**Problem requirements**
In the entries below, find the line with "thumb ip: (102, 147)" and the line with "pinky tip: (145, 168)". Reproduce those two lines and every line between them exactly, and nothing more.

─── Input data

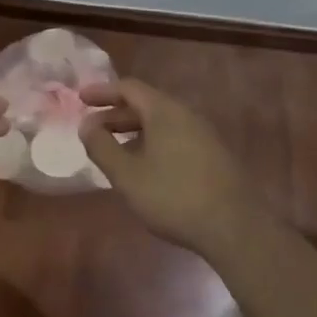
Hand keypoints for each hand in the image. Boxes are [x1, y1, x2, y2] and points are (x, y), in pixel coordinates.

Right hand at [80, 79, 254, 252]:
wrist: (236, 228)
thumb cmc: (174, 196)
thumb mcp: (127, 175)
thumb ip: (102, 147)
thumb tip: (86, 124)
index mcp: (164, 111)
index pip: (129, 88)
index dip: (103, 91)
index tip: (81, 99)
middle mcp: (186, 115)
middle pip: (146, 104)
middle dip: (116, 114)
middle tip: (92, 128)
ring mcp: (204, 135)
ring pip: (161, 123)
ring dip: (134, 131)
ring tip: (114, 150)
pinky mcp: (214, 156)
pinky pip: (175, 138)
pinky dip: (152, 143)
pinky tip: (145, 168)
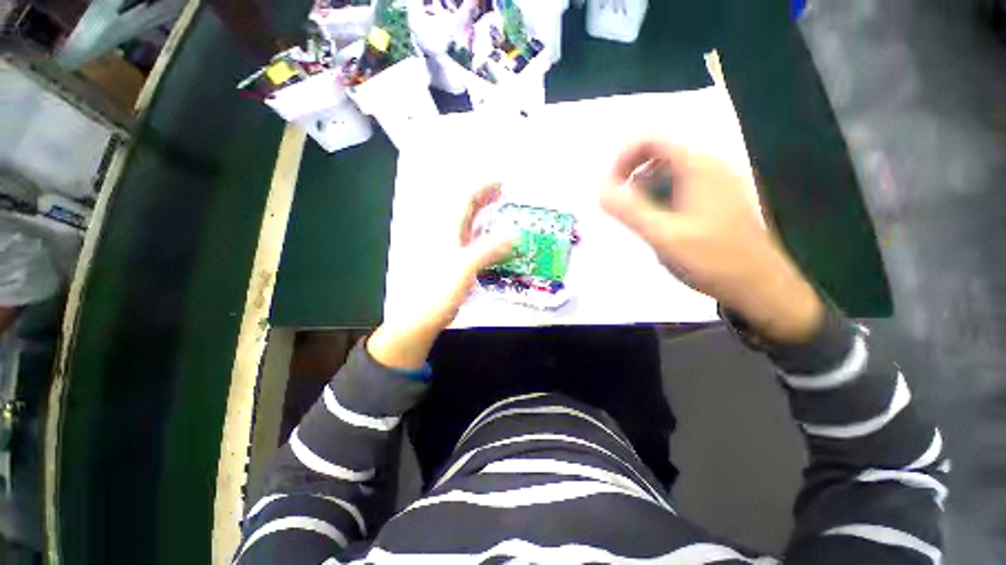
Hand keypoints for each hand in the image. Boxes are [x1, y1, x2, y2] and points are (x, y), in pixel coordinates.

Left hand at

──────

**Solved exercise**
thumb ip: (102, 147)
thumb tip: (86, 124)
index mcp: (164, 111)
index pip: (129, 88)
index dip: (103, 91)
index tip: (81, 99)
middle mcp: (186, 115)
middle pip: (146, 104)
middle dip: (116, 114)
middle tip: (92, 128)
ring mcp: (204, 135)
ring pip: (161, 123)
ring dip: (134, 131)
ring tip: (114, 150)
pinky mcp: (214, 156)
pinky pip: (175, 138)
pinky dip: (152, 143)
pinky tip: (145, 168)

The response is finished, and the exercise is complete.